| Task directions |
Report each line of the listing below that holds "wrist".

########################################

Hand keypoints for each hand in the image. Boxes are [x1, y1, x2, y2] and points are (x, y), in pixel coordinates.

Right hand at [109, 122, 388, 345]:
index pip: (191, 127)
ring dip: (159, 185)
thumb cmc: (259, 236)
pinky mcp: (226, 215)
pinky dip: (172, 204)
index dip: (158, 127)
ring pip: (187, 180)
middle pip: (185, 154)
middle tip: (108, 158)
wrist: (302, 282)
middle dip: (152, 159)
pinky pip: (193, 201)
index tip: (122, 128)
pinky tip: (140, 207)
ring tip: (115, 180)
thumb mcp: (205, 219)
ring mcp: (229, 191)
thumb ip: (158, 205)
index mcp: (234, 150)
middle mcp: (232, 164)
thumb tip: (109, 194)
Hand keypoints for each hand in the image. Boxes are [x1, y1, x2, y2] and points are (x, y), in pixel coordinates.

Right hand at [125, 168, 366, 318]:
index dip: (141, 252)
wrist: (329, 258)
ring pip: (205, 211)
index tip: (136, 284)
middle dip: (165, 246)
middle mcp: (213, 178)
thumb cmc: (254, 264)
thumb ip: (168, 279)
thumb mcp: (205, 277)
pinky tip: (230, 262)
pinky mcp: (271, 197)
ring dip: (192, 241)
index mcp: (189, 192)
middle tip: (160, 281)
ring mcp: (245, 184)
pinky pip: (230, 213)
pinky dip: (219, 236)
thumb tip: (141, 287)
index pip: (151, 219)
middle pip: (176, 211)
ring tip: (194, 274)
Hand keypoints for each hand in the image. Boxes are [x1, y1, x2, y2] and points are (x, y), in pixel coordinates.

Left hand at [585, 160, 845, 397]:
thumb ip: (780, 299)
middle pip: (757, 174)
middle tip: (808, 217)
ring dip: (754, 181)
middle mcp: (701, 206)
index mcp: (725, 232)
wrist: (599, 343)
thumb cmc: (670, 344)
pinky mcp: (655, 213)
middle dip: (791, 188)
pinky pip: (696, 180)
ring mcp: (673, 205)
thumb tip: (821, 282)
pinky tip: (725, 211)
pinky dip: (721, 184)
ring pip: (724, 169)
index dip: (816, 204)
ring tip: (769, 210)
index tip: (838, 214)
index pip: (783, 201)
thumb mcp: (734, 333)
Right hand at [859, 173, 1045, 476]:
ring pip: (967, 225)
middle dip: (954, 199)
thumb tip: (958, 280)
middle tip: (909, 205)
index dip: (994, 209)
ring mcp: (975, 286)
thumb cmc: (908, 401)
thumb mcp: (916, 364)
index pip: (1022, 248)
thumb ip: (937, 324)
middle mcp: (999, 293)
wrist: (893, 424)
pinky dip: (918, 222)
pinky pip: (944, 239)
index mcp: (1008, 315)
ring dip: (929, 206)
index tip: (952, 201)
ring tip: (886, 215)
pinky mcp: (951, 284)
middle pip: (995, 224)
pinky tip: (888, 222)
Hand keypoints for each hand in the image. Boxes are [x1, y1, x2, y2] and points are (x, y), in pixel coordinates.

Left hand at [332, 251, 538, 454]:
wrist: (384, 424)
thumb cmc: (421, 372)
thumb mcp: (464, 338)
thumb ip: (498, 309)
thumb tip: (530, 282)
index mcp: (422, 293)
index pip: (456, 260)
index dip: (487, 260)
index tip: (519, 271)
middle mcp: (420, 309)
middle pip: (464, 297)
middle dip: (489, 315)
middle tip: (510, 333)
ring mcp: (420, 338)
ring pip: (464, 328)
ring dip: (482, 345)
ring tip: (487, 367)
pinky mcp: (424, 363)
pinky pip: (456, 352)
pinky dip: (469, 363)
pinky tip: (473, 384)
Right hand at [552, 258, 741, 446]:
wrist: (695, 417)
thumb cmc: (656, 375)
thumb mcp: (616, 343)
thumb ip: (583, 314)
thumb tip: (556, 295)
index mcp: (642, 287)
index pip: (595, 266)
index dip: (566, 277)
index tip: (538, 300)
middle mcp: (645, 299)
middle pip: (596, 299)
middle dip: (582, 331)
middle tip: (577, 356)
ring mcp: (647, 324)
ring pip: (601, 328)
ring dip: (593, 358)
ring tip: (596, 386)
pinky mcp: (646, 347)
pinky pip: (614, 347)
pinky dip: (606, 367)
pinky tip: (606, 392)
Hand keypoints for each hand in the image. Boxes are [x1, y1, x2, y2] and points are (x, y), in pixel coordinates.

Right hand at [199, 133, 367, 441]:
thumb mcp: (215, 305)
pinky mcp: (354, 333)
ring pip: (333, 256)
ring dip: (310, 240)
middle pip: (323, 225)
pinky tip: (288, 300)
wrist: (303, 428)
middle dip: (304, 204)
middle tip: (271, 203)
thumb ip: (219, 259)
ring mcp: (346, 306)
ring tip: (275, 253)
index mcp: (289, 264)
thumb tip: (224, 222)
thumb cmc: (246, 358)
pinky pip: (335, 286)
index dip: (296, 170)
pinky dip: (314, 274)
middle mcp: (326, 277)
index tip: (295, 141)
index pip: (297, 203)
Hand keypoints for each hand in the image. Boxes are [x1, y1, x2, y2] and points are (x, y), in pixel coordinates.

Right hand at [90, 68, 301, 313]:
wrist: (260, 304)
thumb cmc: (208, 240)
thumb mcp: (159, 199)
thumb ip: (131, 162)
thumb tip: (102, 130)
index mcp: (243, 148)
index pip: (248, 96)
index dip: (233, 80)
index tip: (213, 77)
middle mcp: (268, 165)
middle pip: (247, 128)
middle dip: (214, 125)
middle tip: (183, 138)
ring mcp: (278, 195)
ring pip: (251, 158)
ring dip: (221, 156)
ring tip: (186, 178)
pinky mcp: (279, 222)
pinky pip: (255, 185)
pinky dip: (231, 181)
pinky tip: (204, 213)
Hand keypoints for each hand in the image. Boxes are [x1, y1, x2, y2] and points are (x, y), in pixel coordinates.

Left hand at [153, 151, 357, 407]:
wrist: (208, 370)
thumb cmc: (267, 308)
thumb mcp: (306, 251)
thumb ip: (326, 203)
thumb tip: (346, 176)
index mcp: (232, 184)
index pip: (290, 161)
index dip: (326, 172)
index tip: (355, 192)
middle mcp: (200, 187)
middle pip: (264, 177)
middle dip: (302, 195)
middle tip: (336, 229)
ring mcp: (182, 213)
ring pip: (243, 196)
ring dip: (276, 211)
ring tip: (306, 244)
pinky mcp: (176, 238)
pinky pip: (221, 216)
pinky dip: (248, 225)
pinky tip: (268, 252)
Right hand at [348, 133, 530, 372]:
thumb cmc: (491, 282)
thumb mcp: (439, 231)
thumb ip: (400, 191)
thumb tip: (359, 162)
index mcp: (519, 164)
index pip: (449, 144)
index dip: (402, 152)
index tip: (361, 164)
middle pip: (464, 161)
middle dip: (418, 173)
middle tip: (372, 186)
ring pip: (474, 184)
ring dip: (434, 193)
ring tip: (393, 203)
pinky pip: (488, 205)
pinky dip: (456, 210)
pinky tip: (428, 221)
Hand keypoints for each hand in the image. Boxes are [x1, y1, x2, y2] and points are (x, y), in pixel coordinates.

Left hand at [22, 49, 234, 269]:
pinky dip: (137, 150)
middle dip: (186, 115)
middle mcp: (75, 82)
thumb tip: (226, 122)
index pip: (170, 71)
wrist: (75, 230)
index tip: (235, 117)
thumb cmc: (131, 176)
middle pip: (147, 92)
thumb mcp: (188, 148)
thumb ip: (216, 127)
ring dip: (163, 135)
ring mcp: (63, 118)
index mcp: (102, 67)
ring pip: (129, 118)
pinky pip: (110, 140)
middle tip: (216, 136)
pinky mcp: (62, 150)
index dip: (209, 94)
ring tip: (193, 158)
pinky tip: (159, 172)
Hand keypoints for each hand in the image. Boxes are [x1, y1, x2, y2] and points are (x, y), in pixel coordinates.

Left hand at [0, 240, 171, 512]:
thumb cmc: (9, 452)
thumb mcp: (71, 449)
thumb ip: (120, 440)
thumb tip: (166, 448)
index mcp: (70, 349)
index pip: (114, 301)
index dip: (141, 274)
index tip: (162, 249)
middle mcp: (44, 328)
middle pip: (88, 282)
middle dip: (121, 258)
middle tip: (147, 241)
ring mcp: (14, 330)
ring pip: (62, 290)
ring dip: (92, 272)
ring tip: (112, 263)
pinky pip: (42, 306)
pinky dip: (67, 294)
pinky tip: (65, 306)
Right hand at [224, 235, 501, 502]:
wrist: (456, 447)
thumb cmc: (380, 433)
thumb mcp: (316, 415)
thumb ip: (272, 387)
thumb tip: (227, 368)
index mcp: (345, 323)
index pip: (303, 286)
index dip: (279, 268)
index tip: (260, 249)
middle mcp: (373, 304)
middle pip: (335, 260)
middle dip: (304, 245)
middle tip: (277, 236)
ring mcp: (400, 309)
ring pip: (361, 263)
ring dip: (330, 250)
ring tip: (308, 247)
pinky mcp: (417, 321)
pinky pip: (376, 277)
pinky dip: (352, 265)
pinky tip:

########################################

| Solution below |
wrist: (302, 282)
wrist: (329, 258)
wrist: (599, 343)
wrist: (893, 424)
wrist: (384, 424)
wrist: (695, 417)
wrist: (303, 428)
wrist: (260, 304)
wrist: (208, 370)
wrist: (75, 230)
wrist: (456, 447)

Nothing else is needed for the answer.